→ **Action item**: Carry over every entry exactly as written, though not the pictures it contains.

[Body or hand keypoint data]

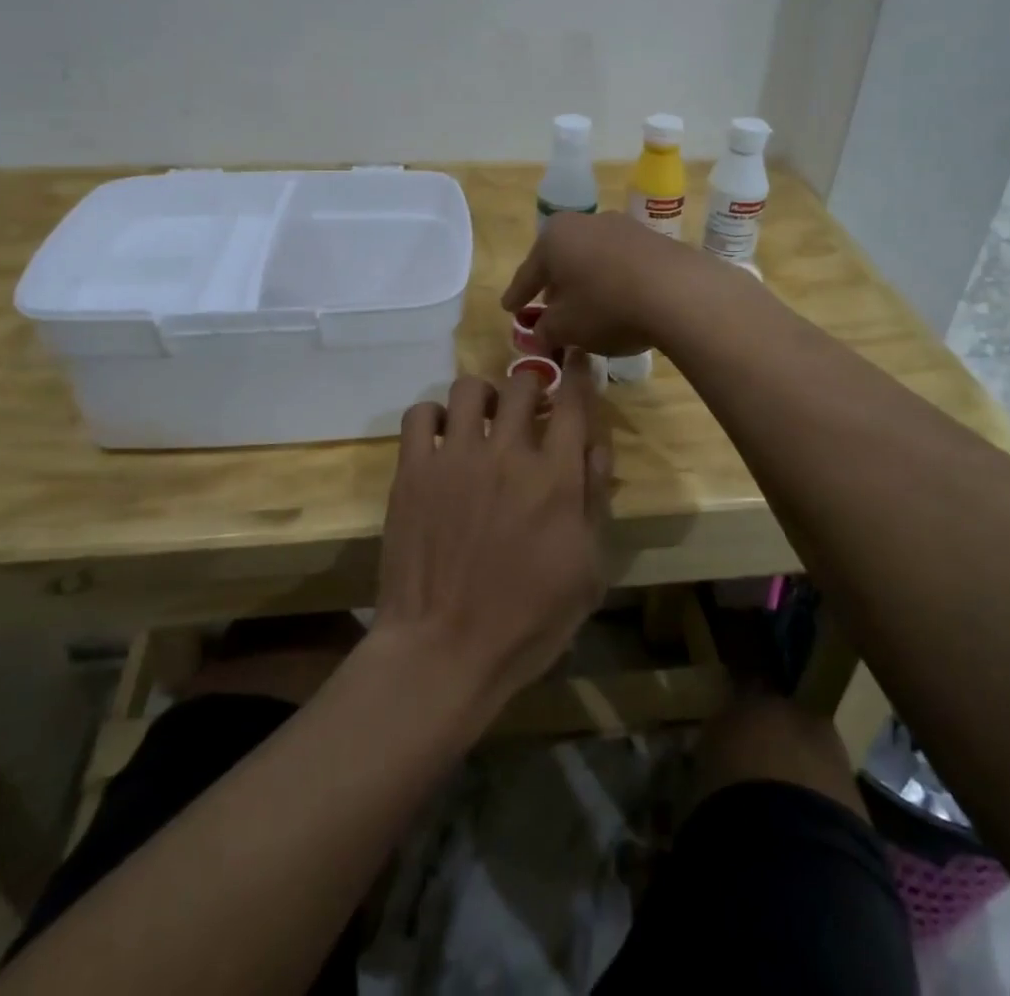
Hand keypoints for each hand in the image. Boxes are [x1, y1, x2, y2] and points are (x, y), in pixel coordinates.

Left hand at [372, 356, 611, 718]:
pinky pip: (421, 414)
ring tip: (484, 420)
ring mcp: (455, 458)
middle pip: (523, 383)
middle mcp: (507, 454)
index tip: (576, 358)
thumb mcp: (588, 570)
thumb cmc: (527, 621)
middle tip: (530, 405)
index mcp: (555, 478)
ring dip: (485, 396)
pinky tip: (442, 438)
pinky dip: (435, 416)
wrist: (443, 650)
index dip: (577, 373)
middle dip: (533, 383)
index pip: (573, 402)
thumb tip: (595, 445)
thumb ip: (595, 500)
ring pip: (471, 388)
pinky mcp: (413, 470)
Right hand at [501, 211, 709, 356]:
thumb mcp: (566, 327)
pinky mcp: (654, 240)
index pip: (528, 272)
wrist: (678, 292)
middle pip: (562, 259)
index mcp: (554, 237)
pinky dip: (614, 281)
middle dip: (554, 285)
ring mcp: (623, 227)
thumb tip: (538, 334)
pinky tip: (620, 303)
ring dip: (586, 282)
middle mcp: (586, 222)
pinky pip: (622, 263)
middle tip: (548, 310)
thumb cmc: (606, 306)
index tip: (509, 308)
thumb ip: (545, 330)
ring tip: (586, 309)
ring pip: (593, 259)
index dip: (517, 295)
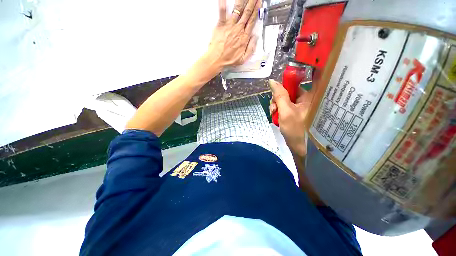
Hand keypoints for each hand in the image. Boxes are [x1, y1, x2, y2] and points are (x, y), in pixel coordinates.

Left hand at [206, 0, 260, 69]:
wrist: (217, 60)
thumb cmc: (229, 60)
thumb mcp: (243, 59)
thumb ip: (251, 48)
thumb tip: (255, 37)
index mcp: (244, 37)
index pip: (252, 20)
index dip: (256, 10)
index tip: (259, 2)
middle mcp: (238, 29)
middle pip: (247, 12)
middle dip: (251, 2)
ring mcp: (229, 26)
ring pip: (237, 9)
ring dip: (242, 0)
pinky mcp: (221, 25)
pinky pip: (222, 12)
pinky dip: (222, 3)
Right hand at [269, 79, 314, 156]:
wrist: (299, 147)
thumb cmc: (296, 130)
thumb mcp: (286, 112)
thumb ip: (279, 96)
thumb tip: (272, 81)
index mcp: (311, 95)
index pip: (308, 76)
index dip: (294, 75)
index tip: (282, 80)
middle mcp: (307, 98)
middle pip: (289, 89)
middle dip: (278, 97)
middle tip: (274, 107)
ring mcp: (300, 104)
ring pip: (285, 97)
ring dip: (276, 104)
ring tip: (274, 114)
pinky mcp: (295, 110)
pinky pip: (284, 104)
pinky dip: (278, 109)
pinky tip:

→ **Your solution**:
Hand keypoints for each hand in the image. Boxes are [x1, y1, x2, y2] and points are (x, y), in pixel coordinates.

Left hand at [372, 356, 611, 718]:
pinky pip: (421, 414)
ring tip: (484, 420)
ring mcp: (455, 458)
middle pip: (523, 383)
middle mcp: (507, 454)
index tip: (576, 358)
thumb mcp: (588, 570)
thumb cmc: (527, 621)
middle tip: (530, 405)
index mcp: (555, 478)
ring dip: (485, 396)
pinky tip: (442, 438)
pinky dip: (435, 416)
wrist: (443, 650)
index dip: (577, 373)
middle dip: (533, 383)
index pip: (573, 402)
thumb tip: (595, 445)
thumb ip: (595, 500)
ring pip: (471, 388)
pinky mcp: (413, 470)
Right hand at [501, 211, 709, 356]:
thumb mcp: (566, 327)
pinky mcp: (654, 240)
index pip: (528, 272)
wrist: (678, 292)
middle pip: (562, 259)
index mcp: (554, 237)
pinky dip: (614, 281)
middle dip: (554, 285)
ring mcp: (623, 227)
thumb tip: (538, 334)
pinky tip: (620, 303)
ring dip: (586, 282)
middle mcp: (586, 222)
pinky pip: (622, 263)
middle tip: (548, 310)
thumb cmc: (606, 306)
index tip: (509, 308)
thumb ip: (545, 330)
ring tip: (586, 309)
ring pip: (593, 259)
index dip: (517, 295)
Hand keypoints for each hand in the image. Boxes are [x1, y1, x2, y2] and points are (x, y), in pixel coordinates.

Left hand at [206, 0, 260, 69]:
wrist: (217, 60)
thumb cmc: (229, 60)
thumb mcp: (243, 59)
thumb ip: (251, 48)
thumb tip: (255, 37)
index mcp: (244, 37)
index pip: (252, 20)
index dip: (256, 10)
index tip: (259, 2)
middle mcp: (238, 29)
middle pip: (247, 12)
middle dip: (251, 2)
ring mcp: (229, 26)
ring pip: (237, 9)
ring dip: (242, 0)
pinky mcp: (221, 25)
pinky pip: (222, 12)
pinky dip: (222, 3)
Right hand at [269, 79, 314, 156]:
wrist: (299, 147)
thumb cmc: (296, 130)
thumb mcp: (286, 112)
thumb ip: (279, 96)
thumb tip: (272, 81)
index mcp: (311, 95)
index pip: (308, 76)
index dip: (294, 75)
index tip: (282, 80)
middle mcp: (307, 98)
middle pip: (289, 89)
middle dip: (278, 97)
middle tip: (274, 107)
ring mcp: (300, 104)
ring pip: (285, 97)
ring dip: (276, 104)
ring tip: (274, 114)
pinky mcp: (295, 110)
pinky pip: (284, 104)
pinky dip: (278, 109)
pinky tip:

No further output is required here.